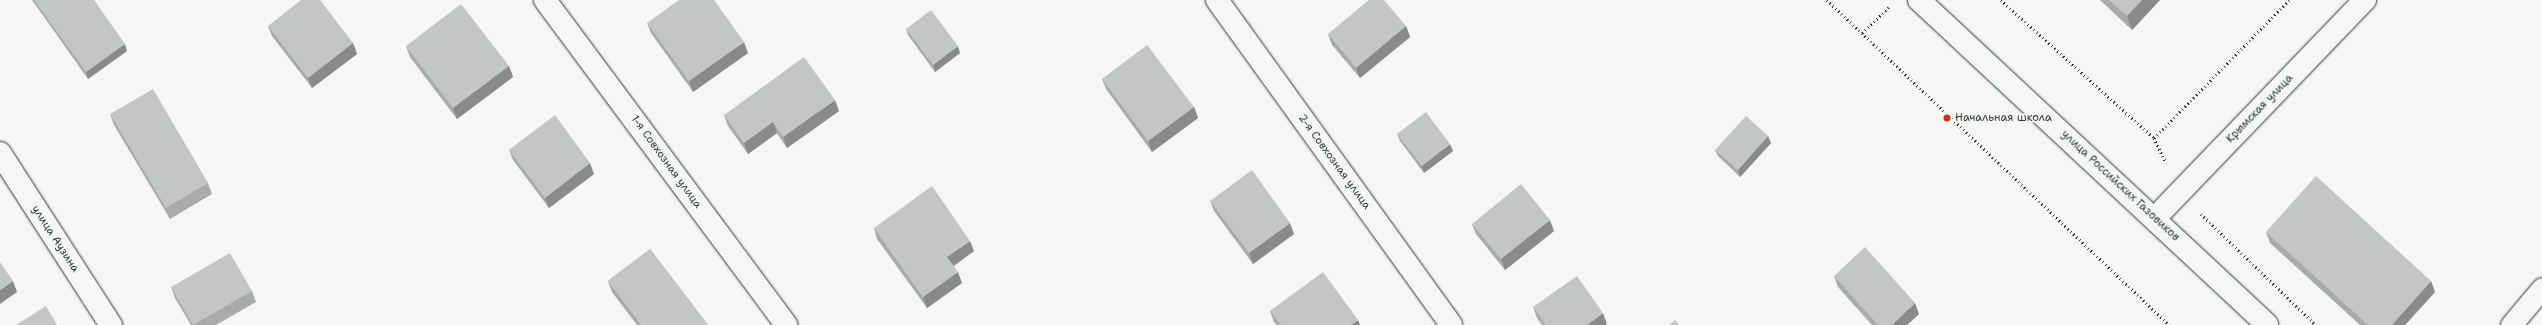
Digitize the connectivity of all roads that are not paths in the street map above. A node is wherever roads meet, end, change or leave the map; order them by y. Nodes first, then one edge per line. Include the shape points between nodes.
1 (546, 0) edge
2 (1217, 0) edge
3 (1919, 0) edge
4 (2365, 0) edge
5 (0, 154) edge
6 (2155, 218) junction
7 (2542, 288) edge
8 (111, 325) edge
9 (786, 325) edge
10 (1451, 325) edge
11 (2267, 325) edge
12 (2511, 325) edge

1 - 9 street, 1-я Совхозная улица
2 - 10 street, 2-я Совхозная улица
3 - 6 street, улица Российских Газовиков
4 - 6 street, Крымская улица
5 - 8 street, улица Аузина
6 - 11 street, улица Российских Газовиков
7 - 12 lane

======

» **PROBLEM**: When a picture appears among the entries, skip it; transcribe everything else exactly.

» **ANSWER TO THIS PROBLEM**:
Digitize the connectivity of all roads that are not paths in the street map above. A node is wherever roads meet, end, change or leave the map; order them by y. Nodes first, then one edge per line. Include the shape points between nodes.
1 (546, 0) edge
2 (1217, 0) edge
3 (1919, 0) edge
4 (2365, 0) edge
5 (0, 154) edge
6 (2155, 218) junction
7 (2542, 288) edge
8 (111, 325) edge
9 (786, 325) edge
10 (1451, 325) edge
11 (2267, 325) edge
12 (2511, 325) edge

1 - 9 street, 1-я Совхозная улица
2 - 10 street, 2-я Совхозная улица
3 - 6 street, улица Российских Газовиков
4 - 6 street, Крымская улица
5 - 8 street, улица Аузина
6 - 11 street, улица Российских Газовиков
7 - 12 lane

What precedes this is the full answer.